Hay un día de mi trabajo que me gusta especialmente: porque me devuelve intacto al niño que fui, todas esas Navidades pasadas que conforman mi retablo personal de la Navidad, con su carga imprescindible de nostalgias y anhelos. Ese día es el 5 de enero, con su trajín de compañeros que preparan barbas y pelucas y coronas para los Santos Reyes, con el goteo de niños vestidos de pajes que acuden a la tarde a los patios renacentistas para esperar la llegada de los Reyes a los que acompañarán en la magna cabalgata, con las colas larguísimas y pacientes de niños que aprietan las manos de sus padres esperando que los Reyes los cojan en brazos para escuchar lo que quieren que dejen en sus zapatos, con el tránsito de carrozas y pasacalles y bandas de tambores y trompetas que conforman el séquito real... Este día, esta tarde de la Cabalgata de Reyes, reinventan las viejas Navidades de la infancia y devuelven a mi corazón una esperanza, una ilusión desvaída, que sólo es posible, en este trabajo, si se hace abstracción de todos los otros días del año, que son los días en los que no se trabaja para los niños, para la felicidad y la sonrisa de los niños, sino para los adultos y sus miserias.
HASTA SAN ANTÓN...
Y en lo alto del personal retablo de nuestras Navidades —con su carga de añoranzas infantiles y con esa satisfacción profesional del 5 de enero de cada año de la madurez—, el medallón dorado del viejo refrán popular: «hasta San Antón, Pascuas son». La memoria hilvana todos los viejos recuerdos y las vivencias nuevas, todas las piezas encajadas para dar forma a un espíritu de la Navidad y se descubre alargando, con plena legitimidad, hasta la noche del 16 de enero, víspera del día de San Antón, el sabor macizo de los mantecados y los mazapanes, los juegos y las lecturas con lo que trajeron los Reyes. Porque hasta San Antón, sigue siendo, de algún modo, Pascua de Navidad...

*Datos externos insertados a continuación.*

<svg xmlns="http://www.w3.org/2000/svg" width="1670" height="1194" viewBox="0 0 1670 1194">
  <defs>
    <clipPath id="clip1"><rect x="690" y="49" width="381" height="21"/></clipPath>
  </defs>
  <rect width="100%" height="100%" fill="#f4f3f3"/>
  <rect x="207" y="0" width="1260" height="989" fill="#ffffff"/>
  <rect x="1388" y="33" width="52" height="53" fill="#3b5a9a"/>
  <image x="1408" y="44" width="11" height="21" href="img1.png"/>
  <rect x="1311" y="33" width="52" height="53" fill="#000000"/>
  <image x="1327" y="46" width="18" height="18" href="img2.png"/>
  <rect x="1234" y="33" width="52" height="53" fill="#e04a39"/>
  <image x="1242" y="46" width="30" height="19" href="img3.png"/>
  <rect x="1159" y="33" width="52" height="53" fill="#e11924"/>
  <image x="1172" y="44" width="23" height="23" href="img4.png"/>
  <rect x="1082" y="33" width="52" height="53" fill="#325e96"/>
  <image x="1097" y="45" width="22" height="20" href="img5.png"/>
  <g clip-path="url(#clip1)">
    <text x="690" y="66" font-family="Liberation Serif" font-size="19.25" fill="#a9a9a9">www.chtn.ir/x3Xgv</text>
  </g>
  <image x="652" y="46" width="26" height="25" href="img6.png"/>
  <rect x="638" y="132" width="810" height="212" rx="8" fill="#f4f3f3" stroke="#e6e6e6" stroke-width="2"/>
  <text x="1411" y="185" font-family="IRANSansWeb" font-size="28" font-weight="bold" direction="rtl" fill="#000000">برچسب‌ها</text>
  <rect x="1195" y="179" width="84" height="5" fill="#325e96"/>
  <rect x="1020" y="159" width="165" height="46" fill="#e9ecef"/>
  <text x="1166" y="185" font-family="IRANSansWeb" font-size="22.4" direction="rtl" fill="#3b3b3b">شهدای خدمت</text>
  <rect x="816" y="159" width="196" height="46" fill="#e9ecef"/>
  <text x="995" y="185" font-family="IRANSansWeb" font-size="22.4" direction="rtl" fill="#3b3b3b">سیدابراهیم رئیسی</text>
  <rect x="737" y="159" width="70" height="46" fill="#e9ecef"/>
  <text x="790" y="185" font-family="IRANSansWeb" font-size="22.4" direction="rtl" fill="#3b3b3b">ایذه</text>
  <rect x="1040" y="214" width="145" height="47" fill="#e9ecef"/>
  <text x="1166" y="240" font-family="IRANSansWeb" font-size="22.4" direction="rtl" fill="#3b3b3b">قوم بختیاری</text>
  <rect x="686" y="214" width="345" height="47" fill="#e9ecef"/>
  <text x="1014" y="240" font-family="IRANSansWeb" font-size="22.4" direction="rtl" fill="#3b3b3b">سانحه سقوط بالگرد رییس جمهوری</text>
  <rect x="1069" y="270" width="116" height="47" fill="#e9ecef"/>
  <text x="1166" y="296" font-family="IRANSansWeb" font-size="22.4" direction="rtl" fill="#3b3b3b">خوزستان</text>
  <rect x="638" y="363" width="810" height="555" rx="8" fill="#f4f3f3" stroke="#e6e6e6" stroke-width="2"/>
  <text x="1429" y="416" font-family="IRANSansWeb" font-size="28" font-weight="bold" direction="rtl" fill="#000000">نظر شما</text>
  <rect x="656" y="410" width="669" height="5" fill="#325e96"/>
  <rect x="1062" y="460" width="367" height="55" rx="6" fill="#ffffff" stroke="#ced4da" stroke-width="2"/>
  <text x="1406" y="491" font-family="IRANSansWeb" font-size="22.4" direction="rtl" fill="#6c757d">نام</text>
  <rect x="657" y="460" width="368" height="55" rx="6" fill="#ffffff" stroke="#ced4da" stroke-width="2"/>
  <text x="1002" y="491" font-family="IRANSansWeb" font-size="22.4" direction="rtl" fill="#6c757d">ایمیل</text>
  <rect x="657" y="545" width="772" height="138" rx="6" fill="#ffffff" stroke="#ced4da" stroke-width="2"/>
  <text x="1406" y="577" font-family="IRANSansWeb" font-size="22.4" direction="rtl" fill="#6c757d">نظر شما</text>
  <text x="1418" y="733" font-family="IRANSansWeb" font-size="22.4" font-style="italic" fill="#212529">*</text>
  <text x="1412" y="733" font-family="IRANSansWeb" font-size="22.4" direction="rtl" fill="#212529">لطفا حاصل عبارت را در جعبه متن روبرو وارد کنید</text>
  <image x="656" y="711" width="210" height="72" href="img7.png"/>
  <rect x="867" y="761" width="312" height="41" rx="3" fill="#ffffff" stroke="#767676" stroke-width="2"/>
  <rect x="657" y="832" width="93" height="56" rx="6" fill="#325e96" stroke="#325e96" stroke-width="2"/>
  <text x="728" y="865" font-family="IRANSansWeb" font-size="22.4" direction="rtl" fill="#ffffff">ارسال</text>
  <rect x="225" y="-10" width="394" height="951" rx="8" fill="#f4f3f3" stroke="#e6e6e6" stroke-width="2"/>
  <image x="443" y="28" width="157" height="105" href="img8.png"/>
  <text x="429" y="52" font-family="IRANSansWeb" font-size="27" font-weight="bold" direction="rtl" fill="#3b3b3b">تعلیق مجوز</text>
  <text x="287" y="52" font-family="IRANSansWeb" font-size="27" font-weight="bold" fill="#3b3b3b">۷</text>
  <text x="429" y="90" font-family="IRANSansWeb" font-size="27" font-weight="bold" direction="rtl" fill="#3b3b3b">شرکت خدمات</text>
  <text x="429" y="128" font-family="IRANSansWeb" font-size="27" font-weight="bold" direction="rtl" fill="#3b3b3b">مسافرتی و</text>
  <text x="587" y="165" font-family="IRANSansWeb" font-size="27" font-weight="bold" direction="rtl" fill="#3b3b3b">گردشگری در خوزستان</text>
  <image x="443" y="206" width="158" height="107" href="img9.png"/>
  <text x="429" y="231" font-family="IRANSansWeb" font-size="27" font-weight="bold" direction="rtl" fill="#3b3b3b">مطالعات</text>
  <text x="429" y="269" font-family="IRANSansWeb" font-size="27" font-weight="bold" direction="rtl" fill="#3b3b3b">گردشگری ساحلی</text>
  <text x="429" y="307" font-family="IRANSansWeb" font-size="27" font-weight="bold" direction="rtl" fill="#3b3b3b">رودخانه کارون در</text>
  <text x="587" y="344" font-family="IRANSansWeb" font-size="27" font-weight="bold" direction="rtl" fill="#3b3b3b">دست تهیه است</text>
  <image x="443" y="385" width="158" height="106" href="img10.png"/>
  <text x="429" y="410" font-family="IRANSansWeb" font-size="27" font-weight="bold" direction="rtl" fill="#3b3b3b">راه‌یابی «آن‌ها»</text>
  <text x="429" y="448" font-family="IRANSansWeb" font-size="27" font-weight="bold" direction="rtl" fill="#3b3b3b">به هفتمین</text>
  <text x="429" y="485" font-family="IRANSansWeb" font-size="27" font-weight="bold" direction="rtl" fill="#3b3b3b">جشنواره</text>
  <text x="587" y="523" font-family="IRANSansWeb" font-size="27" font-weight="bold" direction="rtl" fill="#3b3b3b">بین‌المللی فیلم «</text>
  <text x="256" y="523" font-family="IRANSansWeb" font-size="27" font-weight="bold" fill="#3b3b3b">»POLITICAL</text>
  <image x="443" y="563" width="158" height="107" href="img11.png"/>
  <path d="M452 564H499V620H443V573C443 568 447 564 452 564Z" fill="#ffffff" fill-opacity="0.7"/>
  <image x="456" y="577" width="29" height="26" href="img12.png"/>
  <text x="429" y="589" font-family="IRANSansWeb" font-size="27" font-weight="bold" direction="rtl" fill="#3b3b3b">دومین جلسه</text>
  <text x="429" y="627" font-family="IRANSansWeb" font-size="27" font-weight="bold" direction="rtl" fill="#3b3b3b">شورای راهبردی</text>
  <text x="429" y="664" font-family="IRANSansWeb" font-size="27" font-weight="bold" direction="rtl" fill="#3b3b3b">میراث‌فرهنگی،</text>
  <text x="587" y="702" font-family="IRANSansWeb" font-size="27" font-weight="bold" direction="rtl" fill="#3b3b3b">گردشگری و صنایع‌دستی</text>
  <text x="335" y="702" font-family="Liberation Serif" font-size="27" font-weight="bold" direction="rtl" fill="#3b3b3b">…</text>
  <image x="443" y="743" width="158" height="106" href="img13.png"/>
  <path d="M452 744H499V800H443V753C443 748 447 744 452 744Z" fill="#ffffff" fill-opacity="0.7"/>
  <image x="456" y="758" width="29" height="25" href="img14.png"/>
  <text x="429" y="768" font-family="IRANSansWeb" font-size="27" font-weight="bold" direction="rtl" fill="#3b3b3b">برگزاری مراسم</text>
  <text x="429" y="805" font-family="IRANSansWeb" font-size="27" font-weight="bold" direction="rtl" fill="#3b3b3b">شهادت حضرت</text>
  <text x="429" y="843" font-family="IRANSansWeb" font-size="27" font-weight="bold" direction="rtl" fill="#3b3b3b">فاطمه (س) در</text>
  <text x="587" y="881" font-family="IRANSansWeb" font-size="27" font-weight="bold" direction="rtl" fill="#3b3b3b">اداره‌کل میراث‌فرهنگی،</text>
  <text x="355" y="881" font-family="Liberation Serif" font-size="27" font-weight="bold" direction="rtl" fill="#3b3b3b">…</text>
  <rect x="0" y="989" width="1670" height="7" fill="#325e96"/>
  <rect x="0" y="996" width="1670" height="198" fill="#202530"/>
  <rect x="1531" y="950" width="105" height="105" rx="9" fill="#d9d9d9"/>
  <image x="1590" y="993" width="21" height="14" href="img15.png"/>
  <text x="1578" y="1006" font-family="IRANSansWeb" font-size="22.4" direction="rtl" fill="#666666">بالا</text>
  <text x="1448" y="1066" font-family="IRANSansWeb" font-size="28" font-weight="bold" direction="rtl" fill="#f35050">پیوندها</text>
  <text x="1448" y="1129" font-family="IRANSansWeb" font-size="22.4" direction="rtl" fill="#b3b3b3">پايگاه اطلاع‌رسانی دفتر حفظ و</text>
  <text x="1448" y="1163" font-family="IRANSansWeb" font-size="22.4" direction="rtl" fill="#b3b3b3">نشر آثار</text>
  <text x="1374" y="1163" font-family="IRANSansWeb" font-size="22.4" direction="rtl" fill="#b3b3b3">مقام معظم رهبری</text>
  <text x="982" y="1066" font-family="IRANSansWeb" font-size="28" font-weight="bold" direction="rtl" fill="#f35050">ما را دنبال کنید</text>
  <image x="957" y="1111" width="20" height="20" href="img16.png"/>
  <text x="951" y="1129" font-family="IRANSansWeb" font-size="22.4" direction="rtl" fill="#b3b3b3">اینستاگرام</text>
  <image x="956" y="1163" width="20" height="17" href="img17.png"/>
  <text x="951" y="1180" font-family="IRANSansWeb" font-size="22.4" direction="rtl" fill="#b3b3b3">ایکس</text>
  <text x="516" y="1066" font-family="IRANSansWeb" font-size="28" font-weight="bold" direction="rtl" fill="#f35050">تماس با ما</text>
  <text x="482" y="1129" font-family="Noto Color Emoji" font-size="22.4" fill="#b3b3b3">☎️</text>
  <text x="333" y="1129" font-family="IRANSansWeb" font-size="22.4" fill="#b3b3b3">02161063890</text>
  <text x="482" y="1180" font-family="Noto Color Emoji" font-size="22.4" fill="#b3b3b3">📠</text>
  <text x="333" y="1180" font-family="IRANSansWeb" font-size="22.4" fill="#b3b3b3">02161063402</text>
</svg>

¿Cuándo acaba la Navidad, cuándo acaba nuestra Navidad? Cuando en las plazas arden las ramas de olivo y se cenan churros y chocolate. La Navidad no empieza cuando decretan las grandes superficies sino cuando cantan los Niños de San Ildefonso, y no termina cuando los comerciantes bombardean con las rebajas sino con los fuegos de San Antón.